In Defence of Agnostic Atheism


I am compelled to write this article after an atheist friend of mine said that:

i think agnostics are a bunch of people that have been brainwashed too much by religion. they cant help but think theres’s a god somewhere

Although he is my friend, I must admit that such a statement is ignorant to an inexcusable degree, especially coming from a person who actively participates in rational undertakings against religion.

To make my point, let us first consider “agnostic” as it appears in the layman’s nomenclature; as some sort of mutually exclusive middle-ground between atheism and theism — as if such a definition were in anyway faithful to itself; Thomas Huxley who coined the term “agnostic” had written:

So I took thought, and invented what I conceived to be the appropriate title of “agnostic.” It came into my head as suggestively antithetic to the “gnostic” of Church history, who professed to know so much about the very things of which I was ignorant…
Agnosticism is not a creed but a method, the essence of which lies in the vigorous application of a single principle… Positively the principle may be expressed as in matters of intellect, do not pretend conclusions are certain that are not demonstrated or demonstrable.

This word “agnostic” is thus merely a claim of knowledge (or acknowledgement of the lack thereof), and by no means does it represent any position on an incorrectly-perceived spectrum of belief in god; one either believes or he doesn’t. Also revisit the history of atheism to find out why this definition of atheism is favourable.

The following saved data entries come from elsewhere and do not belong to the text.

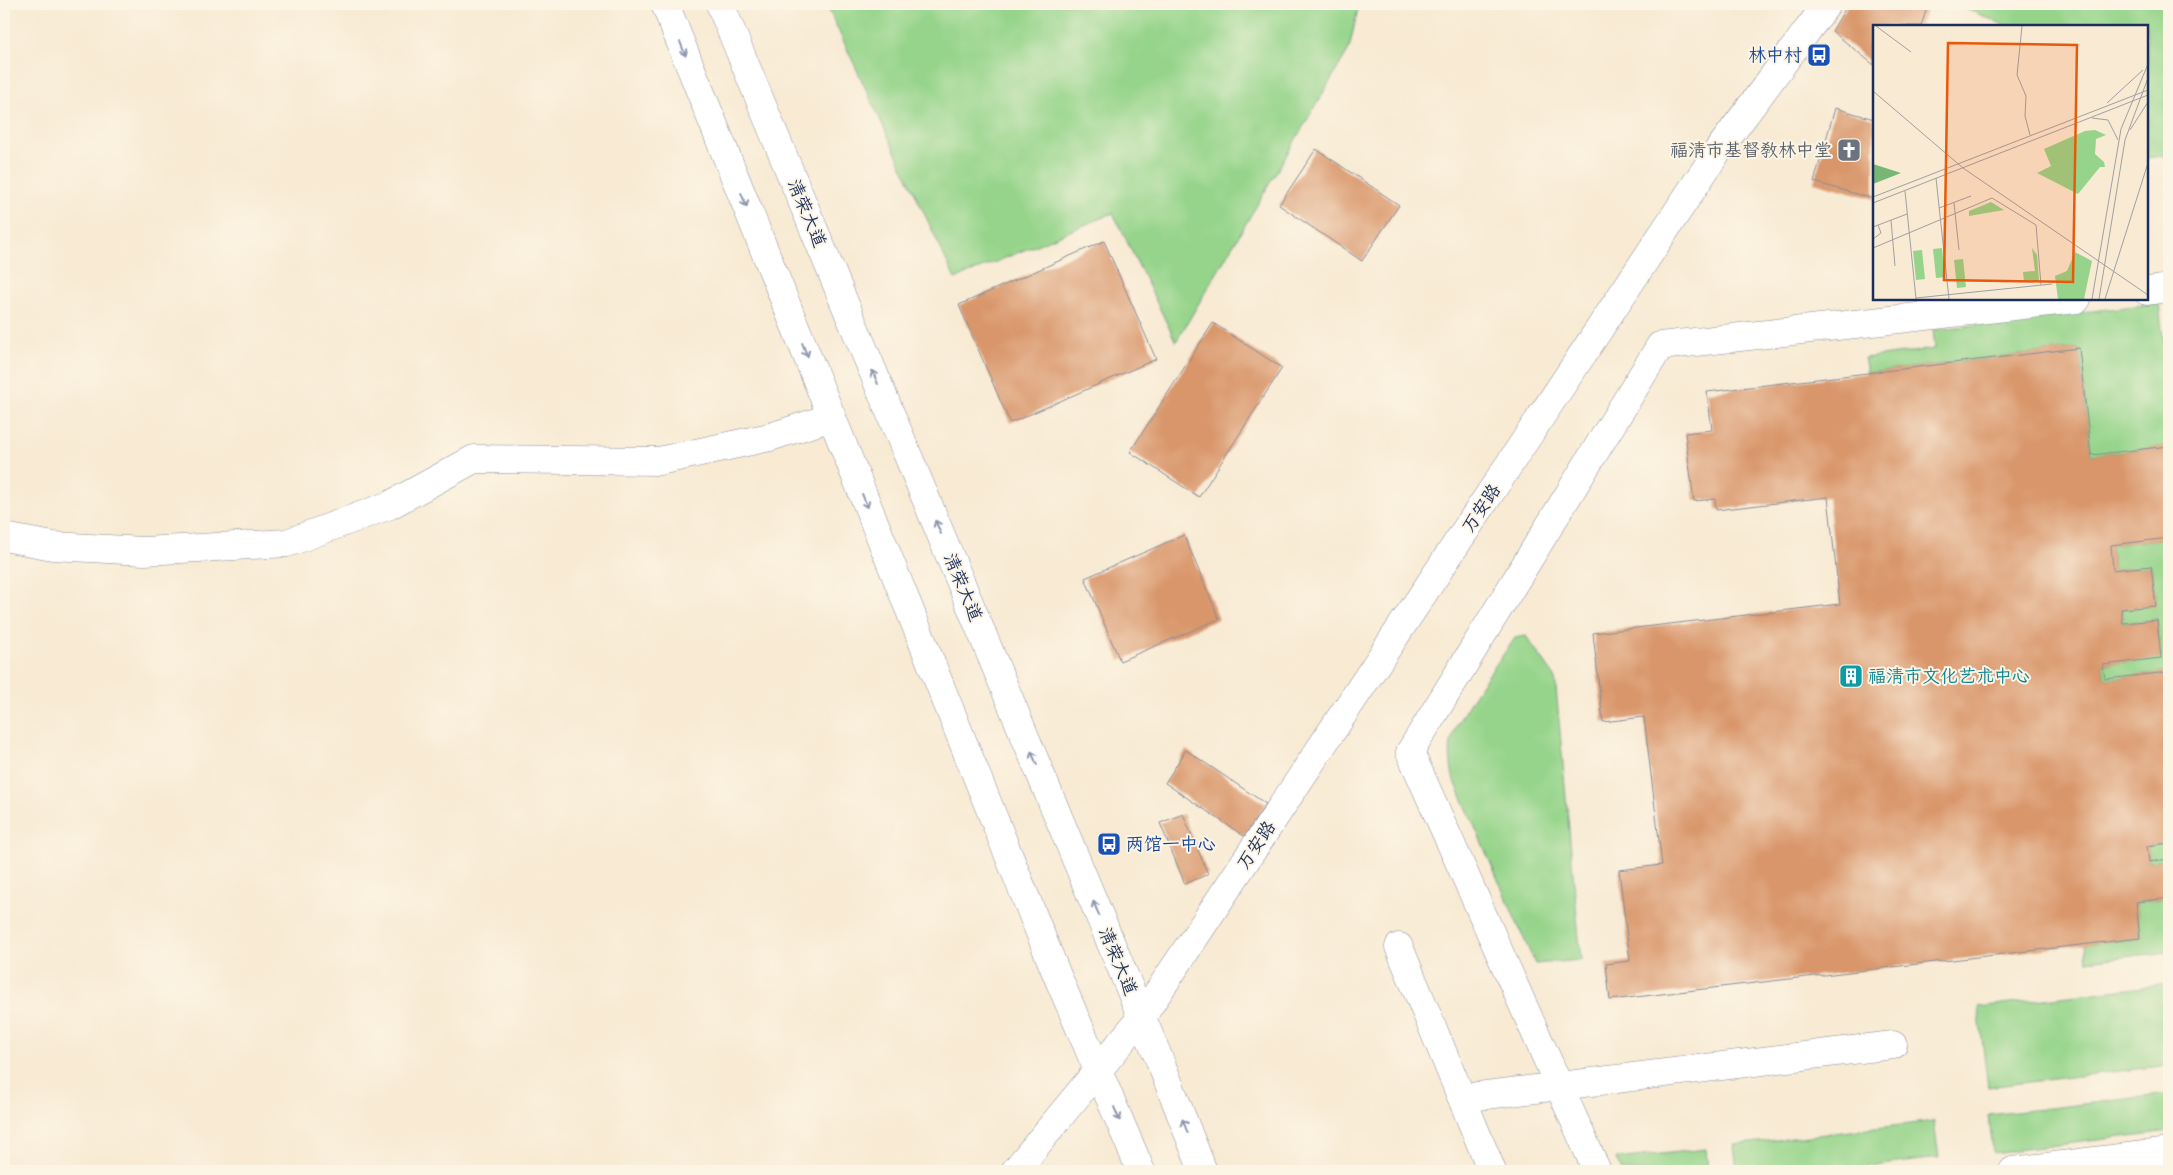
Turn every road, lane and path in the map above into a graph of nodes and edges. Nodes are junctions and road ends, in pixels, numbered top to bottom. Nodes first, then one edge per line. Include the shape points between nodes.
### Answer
1 (665, 4) edge
2 (720, 4) edge
3 (1828, 4) edge
4 (2169, 288) edge
5 (2148, 291) edge
6 (2068, 300) edge
7 (832, 417) junction
8 (4, 537) edge
9 (1399, 947) dead end
10 (1141, 1018) junction
11 (1893, 1045) dead end
12 (1098, 1069) junction
13 (1560, 1086) junction
14 (1462, 1098) junction
15 (2169, 1152) edge
16 (1015, 1171) edge
17 (1141, 1171) edge
18 (1203, 1171) edge
19 (1492, 1171) edge
20 (1597, 1171) edge
21 (2013, 1171) edge

1 -> 7 street
10 -> 2 street, 清荣大道
3 - 10 street, 万安路 via 1717,152
4 - 5 street
6 - 13 street via 1660,346 1410,752
7 - 8 street via 770,437 659,461 474,459 390,505 287,543 144,551 53,546
7 -> 12 street via 1053,966
9 - 14 street
10 - 12 street, 万安路
18 -> 10 street, 清荣大道
11 - 13 street
12 - 16 street, 万安路
12 -> 17 street
13 - 14 street
13 - 20 street
14 - 19 street
15 - 21 street

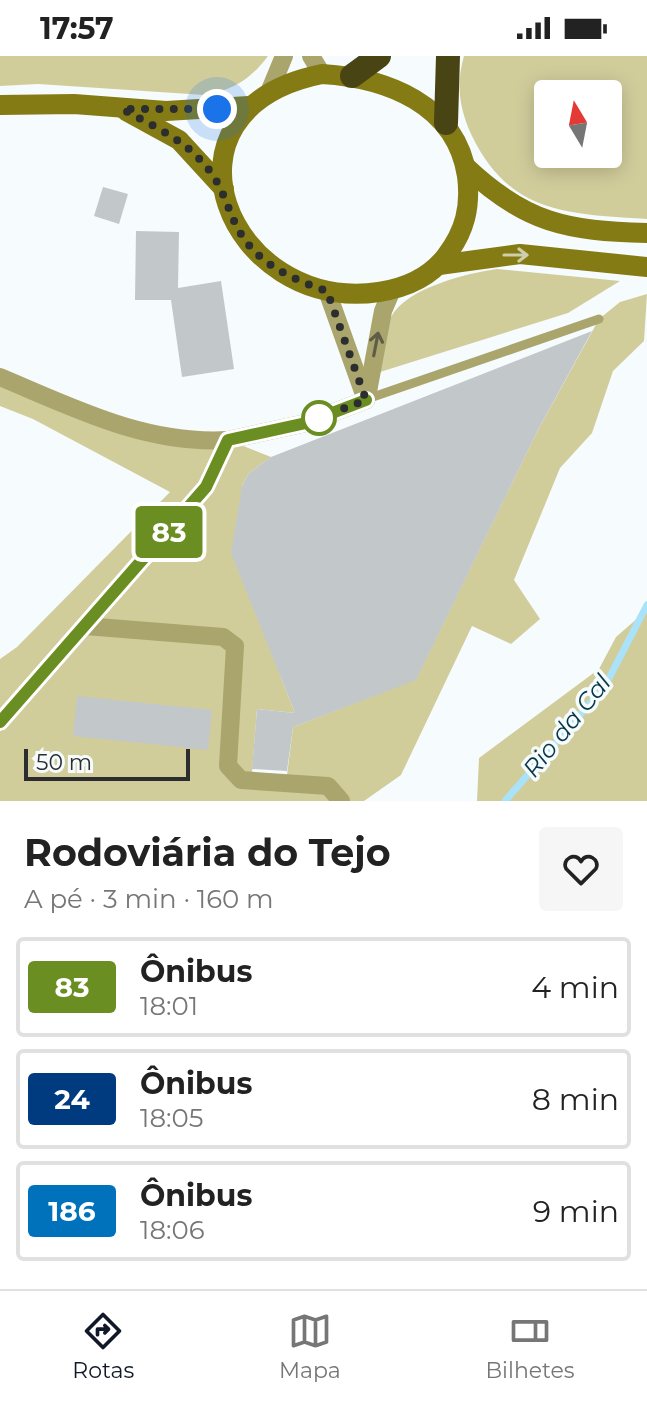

It is a fair argument to be made that “agnostic” is more faithful to its meaning when it appears as an adjective, because “agnostic” does not in itself describe the belief, rather the nature of it.  For instance, agnostic atheism is atheism without the need to posit the claim “God definitely does not exist”.  Now, if only I knew why an agnostic atheist should be considered “brainwashed too much by religion”, we wouldn’t be having this discussion.

Where the term “god” is defined in such a way that it becomes logically disprovable, positive or strong atheism is in luck. However, the definition problem does not in any way discredit the agnostic-atheist position.  In fact, it might even be that the majority of atheists are agnostic to varying extents. Many of us are agnostic to most things. To apply the classic example, I do not believe in a celestial teapot, nor do I claim to have the wisdom of being able to disprove it, but at least I agree that its existence is most improbable — and so I am an agnostic a-teapotist in that respect. Strong atheism is a bonus; the common definition(s) of god just happens to be logically doubtful.

I close with an invitation for everyone to be agnostic at least to certain levels, theist or atheist, UFOist or a-UFOist, unicornist or a-unicornist.  I think skepticism and agnosticism go well together. Who knows, it might even be that one stems from the other.